◆ What you need to do:
Give back all the data below exactly as it is shown.
---------- Data records ----------
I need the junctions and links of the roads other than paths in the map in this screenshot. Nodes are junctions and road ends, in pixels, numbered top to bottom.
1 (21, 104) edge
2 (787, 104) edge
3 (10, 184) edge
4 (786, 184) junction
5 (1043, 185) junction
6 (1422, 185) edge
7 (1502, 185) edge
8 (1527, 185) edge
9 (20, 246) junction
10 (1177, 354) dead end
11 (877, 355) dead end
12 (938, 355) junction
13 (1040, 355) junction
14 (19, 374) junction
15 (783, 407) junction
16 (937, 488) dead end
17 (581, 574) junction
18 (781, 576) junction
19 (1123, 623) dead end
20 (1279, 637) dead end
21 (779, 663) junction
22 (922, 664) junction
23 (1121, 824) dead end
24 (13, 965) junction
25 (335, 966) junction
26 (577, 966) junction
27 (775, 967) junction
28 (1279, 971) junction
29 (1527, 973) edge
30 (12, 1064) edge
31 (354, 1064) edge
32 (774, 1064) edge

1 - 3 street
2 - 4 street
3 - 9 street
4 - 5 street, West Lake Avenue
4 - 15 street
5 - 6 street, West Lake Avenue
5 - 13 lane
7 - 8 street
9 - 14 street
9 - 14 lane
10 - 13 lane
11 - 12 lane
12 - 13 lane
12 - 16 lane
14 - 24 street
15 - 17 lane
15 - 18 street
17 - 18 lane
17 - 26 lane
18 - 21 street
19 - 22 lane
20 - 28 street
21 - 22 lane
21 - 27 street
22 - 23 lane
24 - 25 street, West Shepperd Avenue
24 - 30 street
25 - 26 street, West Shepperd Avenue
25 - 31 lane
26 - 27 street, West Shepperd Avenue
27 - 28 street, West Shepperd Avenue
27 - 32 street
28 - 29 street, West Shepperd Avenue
----------
◆ Solution:
I need the junctions and links of the roads other than paths in the map in this screenshot. Nodes are junctions and road ends, in pixels, numbered top to bottom.
1 (21, 104) edge
2 (787, 104) edge
3 (10, 184) edge
4 (786, 184) junction
5 (1043, 185) junction
6 (1422, 185) edge
7 (1502, 185) edge
8 (1527, 185) edge
9 (20, 246) junction
10 (1177, 354) dead end
11 (877, 355) dead end
12 (938, 355) junction
13 (1040, 355) junction
14 (19, 374) junction
15 (783, 407) junction
16 (937, 488) dead end
17 (581, 574) junction
18 (781, 576) junction
19 (1123, 623) dead end
20 (1279, 637) dead end
21 (779, 663) junction
22 (922, 664) junction
23 (1121, 824) dead end
24 (13, 965) junction
25 (335, 966) junction
26 (577, 966) junction
27 (775, 967) junction
28 (1279, 971) junction
29 (1527, 973) edge
30 (12, 1064) edge
31 (354, 1064) edge
32 (774, 1064) edge

1 - 3 street
2 - 4 street
3 - 9 street
4 - 5 street, West Lake Avenue
4 - 15 street
5 - 6 street, West Lake Avenue
5 - 13 lane
7 - 8 street
9 - 14 street
9 - 14 lane
10 - 13 lane
11 - 12 lane
12 - 13 lane
12 - 16 lane
14 - 24 street
15 - 17 lane
15 - 18 street
17 - 18 lane
17 - 26 lane
18 - 21 street
19 - 22 lane
20 - 28 street
21 - 22 lane
21 - 27 street
22 - 23 lane
24 - 25 street, West Shepperd Avenue
24 - 30 street
25 - 26 street, West Shepperd Avenue
25 - 31 lane
26 - 27 street, West Shepperd Avenue
27 - 28 street, West Shepperd Avenue
27 - 32 street
28 - 29 street, West Shepperd Avenue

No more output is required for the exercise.